Wow, what a classic. You want to talk about crazy prices for old things that don’t perform like new things, talk about old harleys.

I love your stories doc. My Dad built hot rods and harleys his entire life and I spent many hours working in the shop with him, even (especially) after I went on the become a hotshot (my dad’s words) computer scientist. I lost him to cancer 5 years ago. I’m lucky enough to have a couple of the cars he built, and I drive/work on them and remember our times together. What you say and the way you say it reminds me of him. Thank you.

Back to old yoyos…

@Doohan nailed it. I love the contrast between how old things and new things work. It is fascinating to actually be able to put your hands on and experience changes in materials, manufacturing, engineering, design and performance as yoyos have evolved. There’s also the nostalgia factor, which is incredibly powerful and seems to gain power as you age.
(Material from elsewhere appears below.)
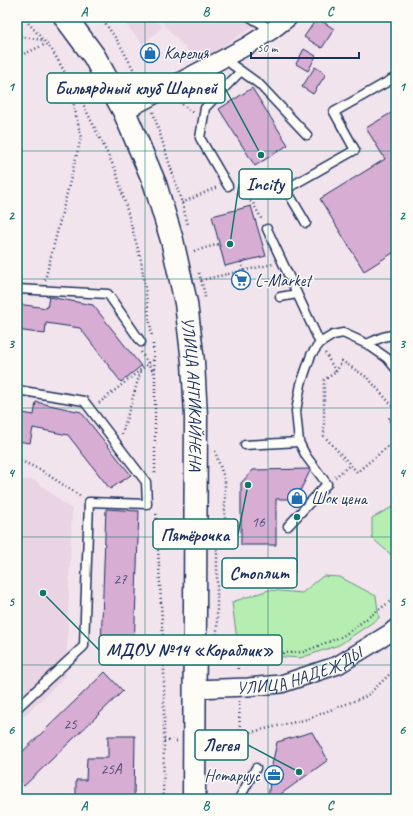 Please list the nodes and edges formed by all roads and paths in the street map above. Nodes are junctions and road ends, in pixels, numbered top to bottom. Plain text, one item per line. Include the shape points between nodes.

Peaks and antiyos in particular are really hot right now, probably because the people who owned (or wished they owned) one in their youth now have the spending power to buy one. AKA nostalgia. And the market for them is hot, which attracts those who want to have the “in” thing.

I was active in the hobby from the mid 90’s till the early 00’s. The I got busy with my career and raising a family. I kept playing with my yoyos regularly but I wasn’t keeping up with yoyo world for about 15 years. I was happy with my hitman and other yyj stuff along with my no jives. During my time away CLYW, Antiyo, ILYY and many others happened. I don’t have the same nostalgia for antiyo or peaks because I wasn’t there, I have a historical interest in them, but not at the prices they currently command. I like to own and play yoyos of historical note, because it is really cool to try to understand why they are revered.

Point out a rare yoyojam hybrid for sale and I’m going to be willing to spend some crazy money on it. Why? Because when I was young and getting serious the hobby yyj was top of the game and I missed a lot of their yoyos because I didn’t have the time/finances. Now I have the finances, and maybe the time. I play at least an hour a day, every day. I also collect avidly.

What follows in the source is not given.